Replicar el sentido del tacto humano es complicado: las pieles electrónicas deben ser flexibles, elásticas y sensibles a la temperatura, la presión y la textura; necesitan poder leer datos biológicos y proporcionar lecturas electrónicas. Por lo tanto, cómo alimentar la piel electrónica para un uso continuo y en tiempo real es un gran desafío. 

Para abordar esto, los investigadores de la Universidad de Glasgow han desarrollado una piel electrónica generadora de energía hecha de células solares miniaturizadas, sin sensores táctiles dedicados. Las células solares no solo generan su propia energía, y algo de excedente, sino que también brindan capacidades táctiles para la detección táctil y de proximidad. Un artículo de vista previa de sus hallazgos se  publicó  en  IEEE Transactions on Robotics .

Cuando se expone a una fuente de luz, las células solares de la piel s generan energía. Si una celda es ensombrecida por un objeto que se aproxima, la intensidad de la luz, y por lo tanto la energía generada, se reduce, cayendo a cero cuando la celda hace contacto con el objeto, confirmando el tacto. En el modo de proximidad, la intensidad de la luz le dice qué tan lejos está el objeto con respecto a la celda. “En tiempo real, puede comparar la intensidad de la luz … y después de la calibración averiguar las distancias”, dice  Ravinder Dahiya  del  Grupo de Tecnologías de Sensores y Electrónica Bendable (BEST) , Escuela de Ingeniería James Watt, Universidad de Glasgow, donde se realizó el estudio se llevo a cabo. El equipo usó LED infrarrojos con las células solares para la detección de proximidad para obtener mejores resultados.

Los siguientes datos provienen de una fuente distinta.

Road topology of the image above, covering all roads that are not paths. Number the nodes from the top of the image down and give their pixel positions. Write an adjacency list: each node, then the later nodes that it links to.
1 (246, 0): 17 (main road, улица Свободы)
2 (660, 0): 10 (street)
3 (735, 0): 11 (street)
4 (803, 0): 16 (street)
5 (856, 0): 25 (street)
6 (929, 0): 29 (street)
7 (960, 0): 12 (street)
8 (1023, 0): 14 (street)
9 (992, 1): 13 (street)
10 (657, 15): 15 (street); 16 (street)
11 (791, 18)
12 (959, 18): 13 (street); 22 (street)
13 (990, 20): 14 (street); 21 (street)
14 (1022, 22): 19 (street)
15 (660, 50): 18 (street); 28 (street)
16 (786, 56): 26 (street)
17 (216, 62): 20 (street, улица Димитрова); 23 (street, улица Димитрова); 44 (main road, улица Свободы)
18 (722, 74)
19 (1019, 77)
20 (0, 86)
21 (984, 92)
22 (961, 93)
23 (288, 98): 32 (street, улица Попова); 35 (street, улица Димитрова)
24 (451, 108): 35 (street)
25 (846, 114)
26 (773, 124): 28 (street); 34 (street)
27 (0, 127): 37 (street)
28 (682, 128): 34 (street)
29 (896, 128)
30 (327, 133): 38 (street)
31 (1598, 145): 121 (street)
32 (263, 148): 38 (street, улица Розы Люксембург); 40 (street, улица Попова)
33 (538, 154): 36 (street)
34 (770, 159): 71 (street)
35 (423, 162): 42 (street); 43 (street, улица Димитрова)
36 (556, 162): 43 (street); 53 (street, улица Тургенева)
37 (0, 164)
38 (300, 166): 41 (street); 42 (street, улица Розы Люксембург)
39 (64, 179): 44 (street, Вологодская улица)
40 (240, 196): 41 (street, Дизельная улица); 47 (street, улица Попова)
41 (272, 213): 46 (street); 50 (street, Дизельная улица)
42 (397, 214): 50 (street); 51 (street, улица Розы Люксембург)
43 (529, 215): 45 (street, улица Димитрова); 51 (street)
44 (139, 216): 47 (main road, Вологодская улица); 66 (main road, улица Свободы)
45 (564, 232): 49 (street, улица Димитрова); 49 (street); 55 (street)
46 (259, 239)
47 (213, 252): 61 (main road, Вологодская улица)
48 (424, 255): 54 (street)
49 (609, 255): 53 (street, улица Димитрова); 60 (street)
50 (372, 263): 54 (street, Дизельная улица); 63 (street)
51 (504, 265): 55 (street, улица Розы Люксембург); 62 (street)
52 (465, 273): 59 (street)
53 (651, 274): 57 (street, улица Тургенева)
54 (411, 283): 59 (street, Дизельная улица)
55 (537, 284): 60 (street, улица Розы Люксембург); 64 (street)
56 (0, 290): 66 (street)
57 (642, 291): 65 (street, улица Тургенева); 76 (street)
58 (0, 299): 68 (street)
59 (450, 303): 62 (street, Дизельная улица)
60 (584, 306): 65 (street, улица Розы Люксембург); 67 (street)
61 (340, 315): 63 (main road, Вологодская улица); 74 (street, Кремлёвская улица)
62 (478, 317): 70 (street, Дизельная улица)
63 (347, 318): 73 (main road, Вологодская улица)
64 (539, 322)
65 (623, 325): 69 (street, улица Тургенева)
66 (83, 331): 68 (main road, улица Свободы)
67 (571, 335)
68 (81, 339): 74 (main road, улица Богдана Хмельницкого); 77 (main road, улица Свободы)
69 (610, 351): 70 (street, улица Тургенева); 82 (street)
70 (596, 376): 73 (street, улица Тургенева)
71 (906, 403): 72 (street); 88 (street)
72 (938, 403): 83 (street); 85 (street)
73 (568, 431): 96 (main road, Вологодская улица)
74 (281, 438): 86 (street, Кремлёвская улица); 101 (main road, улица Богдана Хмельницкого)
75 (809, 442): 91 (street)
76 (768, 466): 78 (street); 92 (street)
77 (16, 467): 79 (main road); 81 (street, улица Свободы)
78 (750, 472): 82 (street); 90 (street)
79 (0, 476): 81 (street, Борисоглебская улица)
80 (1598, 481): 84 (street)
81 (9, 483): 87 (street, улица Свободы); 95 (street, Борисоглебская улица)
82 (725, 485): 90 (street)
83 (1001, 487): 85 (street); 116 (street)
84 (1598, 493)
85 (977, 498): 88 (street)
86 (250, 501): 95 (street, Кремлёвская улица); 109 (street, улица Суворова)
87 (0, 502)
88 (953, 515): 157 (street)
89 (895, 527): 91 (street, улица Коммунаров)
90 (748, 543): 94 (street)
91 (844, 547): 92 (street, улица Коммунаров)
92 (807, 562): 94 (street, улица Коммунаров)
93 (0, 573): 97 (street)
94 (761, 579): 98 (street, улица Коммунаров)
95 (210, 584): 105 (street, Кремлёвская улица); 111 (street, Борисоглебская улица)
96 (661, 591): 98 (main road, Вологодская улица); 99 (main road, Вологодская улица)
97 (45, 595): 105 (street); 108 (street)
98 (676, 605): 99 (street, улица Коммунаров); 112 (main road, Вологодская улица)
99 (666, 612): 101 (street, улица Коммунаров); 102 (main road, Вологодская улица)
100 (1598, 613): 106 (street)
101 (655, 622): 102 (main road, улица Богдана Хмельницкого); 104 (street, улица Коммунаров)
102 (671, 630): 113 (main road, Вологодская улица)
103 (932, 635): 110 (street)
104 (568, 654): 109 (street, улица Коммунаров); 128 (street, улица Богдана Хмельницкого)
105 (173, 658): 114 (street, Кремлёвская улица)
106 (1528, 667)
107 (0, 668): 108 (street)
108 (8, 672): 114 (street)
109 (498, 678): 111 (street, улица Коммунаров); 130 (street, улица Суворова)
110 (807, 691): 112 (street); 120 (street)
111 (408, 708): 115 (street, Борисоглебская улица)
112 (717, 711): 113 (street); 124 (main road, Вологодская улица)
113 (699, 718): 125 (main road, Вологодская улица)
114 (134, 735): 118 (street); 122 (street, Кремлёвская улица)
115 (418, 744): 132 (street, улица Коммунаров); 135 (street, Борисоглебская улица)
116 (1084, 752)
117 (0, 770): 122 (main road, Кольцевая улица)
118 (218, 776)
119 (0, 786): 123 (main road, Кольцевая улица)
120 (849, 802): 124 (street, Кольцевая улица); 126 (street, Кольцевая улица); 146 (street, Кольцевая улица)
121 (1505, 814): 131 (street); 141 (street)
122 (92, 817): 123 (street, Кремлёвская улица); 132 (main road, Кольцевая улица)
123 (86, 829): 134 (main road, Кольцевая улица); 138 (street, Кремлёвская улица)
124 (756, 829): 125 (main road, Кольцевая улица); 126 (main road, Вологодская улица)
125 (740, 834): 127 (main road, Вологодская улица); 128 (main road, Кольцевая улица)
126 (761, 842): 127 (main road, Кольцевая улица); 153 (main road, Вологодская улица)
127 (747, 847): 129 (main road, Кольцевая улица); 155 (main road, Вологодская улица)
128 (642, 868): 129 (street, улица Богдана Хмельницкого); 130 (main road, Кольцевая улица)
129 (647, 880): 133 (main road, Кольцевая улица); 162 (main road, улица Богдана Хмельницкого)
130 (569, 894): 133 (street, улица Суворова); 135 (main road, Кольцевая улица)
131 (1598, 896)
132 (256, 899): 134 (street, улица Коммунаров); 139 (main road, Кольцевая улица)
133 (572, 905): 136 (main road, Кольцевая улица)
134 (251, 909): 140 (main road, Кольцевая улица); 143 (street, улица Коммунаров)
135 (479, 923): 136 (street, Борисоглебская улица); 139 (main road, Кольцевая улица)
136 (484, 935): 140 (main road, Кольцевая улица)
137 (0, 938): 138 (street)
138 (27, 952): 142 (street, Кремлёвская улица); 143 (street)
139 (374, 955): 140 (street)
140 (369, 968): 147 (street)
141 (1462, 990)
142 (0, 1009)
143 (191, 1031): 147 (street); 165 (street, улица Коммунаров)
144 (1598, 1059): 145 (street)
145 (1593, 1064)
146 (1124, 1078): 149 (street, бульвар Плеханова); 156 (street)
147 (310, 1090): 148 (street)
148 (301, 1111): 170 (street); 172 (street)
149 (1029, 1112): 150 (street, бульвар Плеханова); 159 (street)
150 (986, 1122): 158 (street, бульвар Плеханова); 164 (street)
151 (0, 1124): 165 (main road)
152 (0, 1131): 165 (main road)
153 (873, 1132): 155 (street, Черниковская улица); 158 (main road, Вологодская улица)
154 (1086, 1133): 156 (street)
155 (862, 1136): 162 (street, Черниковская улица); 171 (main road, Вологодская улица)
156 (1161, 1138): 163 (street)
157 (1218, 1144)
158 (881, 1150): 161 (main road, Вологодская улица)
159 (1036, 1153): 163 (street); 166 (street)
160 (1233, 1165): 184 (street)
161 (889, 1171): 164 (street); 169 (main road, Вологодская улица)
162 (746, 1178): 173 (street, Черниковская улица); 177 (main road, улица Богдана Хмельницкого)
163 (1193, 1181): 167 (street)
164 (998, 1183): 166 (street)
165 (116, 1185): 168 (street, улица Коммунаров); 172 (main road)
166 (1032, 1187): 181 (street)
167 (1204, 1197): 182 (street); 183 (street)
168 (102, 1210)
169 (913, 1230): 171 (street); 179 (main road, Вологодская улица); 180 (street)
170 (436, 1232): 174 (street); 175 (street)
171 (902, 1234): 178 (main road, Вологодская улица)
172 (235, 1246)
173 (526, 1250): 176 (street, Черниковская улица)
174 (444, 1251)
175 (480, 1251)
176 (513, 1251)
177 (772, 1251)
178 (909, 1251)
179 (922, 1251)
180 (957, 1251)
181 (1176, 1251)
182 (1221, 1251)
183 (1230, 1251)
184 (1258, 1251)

Para  demostrar  su concepto, los investigadores envolvieron una mano robótica genérica impresa en 3D en su piel solar, que luego se registró interactuando con su entorno. Las pruebas de prueba de concepto mostraron un excedente de energía de 383,3 mW de la palma del brazo robótico. “El eSkin podría generar más de 100 W si estuviera presente en toda el área del cuerpo”, informaron en su artículo.

“Si nos fijamos en los robots autónomos que funcionan con baterías, colocar una piel electrónica [que] consuma energía es un gran problema porque entonces conduce a una reducción del tiempo operativo”, dice Dahiya. “Por otro lado, si tiene una piel que genera energía, entonces … mejora el tiempo operativo porque puede continuar cargándose [durante la operación]”. En esencia, dice, convirtieron un desafío, cómo potenciar la gran superficie de la piel, en una oportunidad, convirtiéndola en un recurso generador de energía.